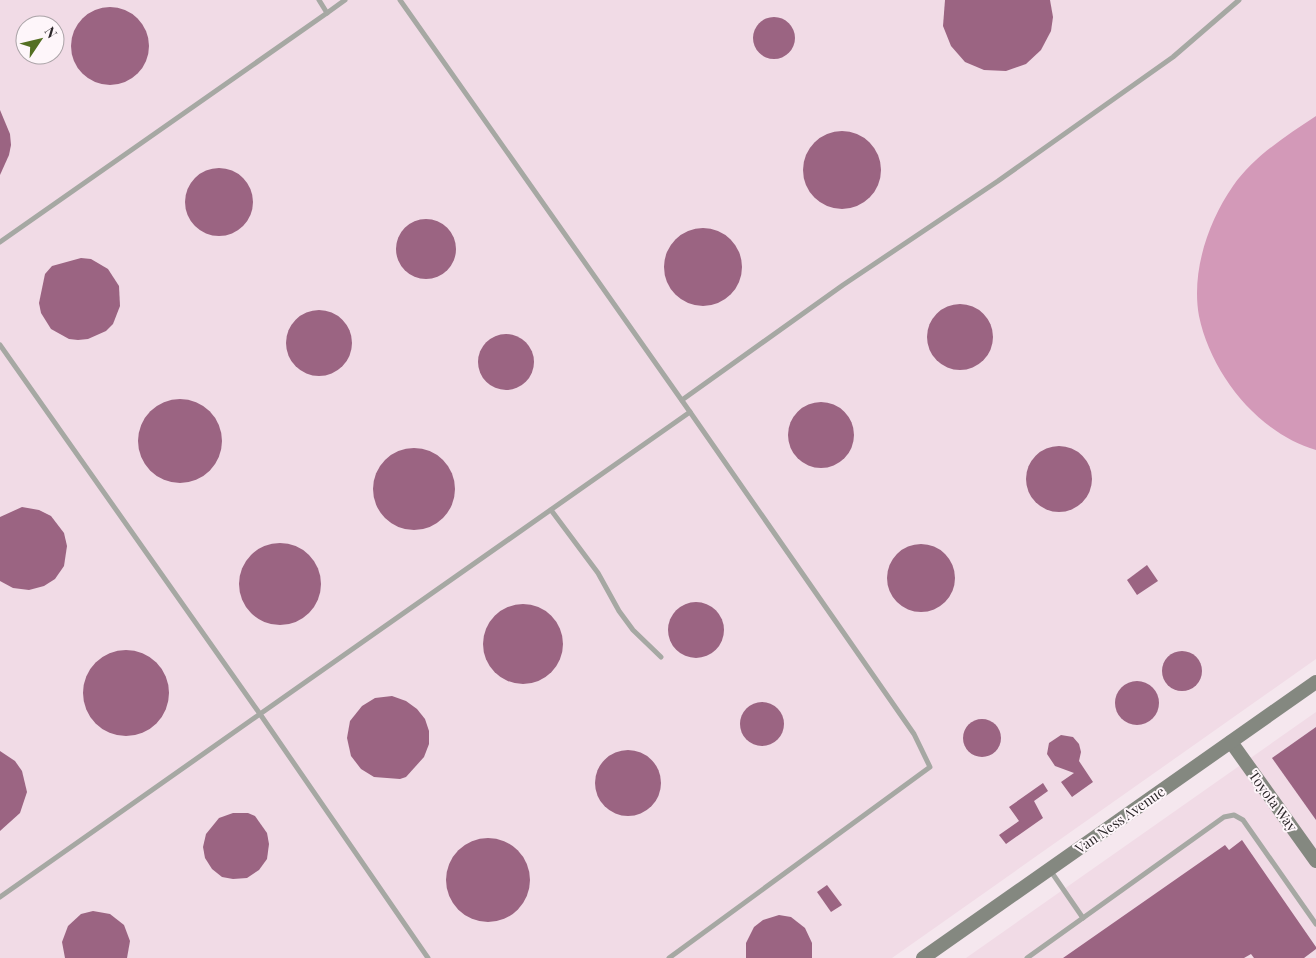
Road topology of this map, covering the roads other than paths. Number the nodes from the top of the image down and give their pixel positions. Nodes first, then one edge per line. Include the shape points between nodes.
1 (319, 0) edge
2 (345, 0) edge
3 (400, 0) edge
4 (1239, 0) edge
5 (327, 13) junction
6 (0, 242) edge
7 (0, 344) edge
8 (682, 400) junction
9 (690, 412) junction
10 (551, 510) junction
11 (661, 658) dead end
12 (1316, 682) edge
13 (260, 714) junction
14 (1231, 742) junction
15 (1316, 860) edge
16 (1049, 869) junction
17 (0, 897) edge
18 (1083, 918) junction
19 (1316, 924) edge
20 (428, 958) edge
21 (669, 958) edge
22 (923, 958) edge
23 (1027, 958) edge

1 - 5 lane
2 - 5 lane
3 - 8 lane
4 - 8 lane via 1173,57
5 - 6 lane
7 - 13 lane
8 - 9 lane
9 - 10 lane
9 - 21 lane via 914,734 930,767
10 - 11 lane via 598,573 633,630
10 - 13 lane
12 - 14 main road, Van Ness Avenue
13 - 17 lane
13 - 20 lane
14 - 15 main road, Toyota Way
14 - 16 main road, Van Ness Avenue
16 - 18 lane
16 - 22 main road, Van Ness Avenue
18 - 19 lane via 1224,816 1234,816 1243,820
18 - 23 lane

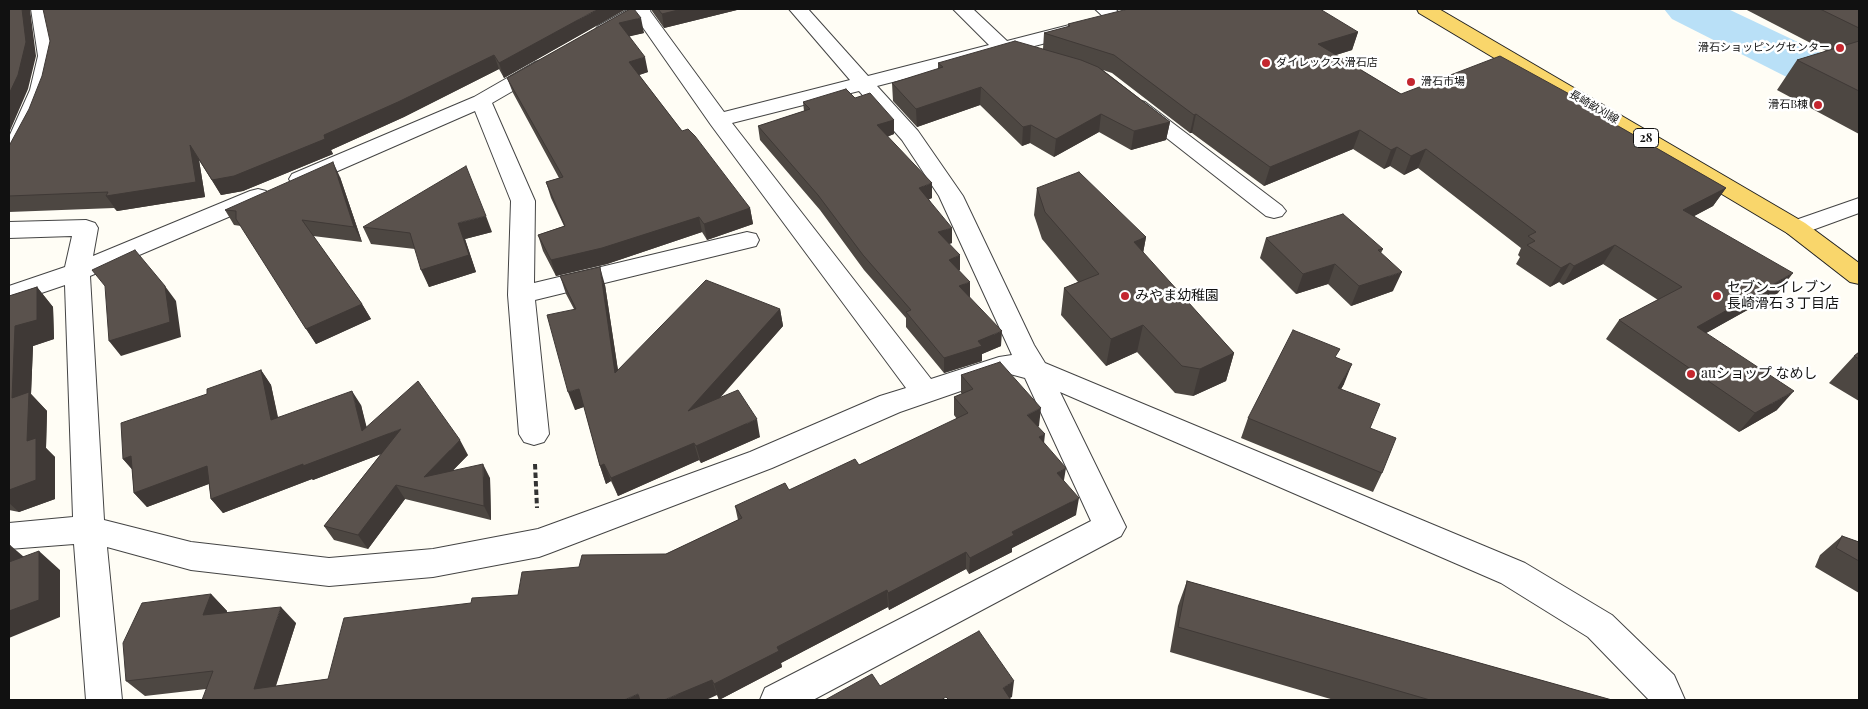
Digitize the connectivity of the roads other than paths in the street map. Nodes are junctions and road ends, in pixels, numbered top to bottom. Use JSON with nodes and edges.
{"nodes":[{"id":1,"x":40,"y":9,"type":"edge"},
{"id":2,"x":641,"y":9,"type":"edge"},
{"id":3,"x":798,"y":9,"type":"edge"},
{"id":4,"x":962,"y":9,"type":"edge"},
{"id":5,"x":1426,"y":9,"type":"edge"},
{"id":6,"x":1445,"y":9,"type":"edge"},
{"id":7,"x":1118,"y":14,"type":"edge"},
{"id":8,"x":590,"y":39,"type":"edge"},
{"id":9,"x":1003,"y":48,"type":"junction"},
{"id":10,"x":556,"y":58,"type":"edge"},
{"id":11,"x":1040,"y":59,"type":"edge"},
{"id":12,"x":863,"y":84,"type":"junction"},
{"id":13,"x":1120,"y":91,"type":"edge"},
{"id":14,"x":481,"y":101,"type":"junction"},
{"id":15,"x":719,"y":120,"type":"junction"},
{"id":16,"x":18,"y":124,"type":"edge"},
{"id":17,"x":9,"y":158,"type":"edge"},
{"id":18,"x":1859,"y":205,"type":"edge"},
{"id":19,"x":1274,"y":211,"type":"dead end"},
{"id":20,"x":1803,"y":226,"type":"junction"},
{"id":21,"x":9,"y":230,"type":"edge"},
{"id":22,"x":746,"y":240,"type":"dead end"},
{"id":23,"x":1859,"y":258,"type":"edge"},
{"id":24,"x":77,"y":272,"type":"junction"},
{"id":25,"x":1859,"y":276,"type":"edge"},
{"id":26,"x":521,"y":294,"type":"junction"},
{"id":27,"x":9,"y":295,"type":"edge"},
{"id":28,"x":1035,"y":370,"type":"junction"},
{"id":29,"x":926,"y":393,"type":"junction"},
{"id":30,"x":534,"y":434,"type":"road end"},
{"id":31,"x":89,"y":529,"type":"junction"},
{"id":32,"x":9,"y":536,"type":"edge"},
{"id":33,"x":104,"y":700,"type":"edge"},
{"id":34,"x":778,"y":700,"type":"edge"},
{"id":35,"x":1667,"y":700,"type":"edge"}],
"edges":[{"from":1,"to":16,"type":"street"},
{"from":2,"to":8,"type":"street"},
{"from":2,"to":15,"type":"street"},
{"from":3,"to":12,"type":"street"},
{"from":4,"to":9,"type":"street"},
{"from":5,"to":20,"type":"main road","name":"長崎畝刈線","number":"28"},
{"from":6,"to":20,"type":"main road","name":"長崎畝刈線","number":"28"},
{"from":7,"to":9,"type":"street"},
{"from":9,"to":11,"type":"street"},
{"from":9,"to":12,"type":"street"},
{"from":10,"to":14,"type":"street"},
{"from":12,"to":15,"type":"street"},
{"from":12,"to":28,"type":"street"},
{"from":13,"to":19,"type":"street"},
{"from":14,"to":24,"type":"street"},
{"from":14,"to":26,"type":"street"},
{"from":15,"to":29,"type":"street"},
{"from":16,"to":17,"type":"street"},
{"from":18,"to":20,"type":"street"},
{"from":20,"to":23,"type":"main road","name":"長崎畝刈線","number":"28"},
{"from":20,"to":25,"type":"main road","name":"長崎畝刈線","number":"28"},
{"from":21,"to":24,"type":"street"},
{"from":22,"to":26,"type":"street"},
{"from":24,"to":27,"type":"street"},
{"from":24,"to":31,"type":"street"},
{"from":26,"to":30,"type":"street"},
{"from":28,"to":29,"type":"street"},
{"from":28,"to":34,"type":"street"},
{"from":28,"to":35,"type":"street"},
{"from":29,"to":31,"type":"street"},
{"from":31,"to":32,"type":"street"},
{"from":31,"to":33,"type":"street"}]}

[Description of the task]: Within the records above, tally the lines that contain "Avenue". Give the total and nothing more.

[Task answer]: 3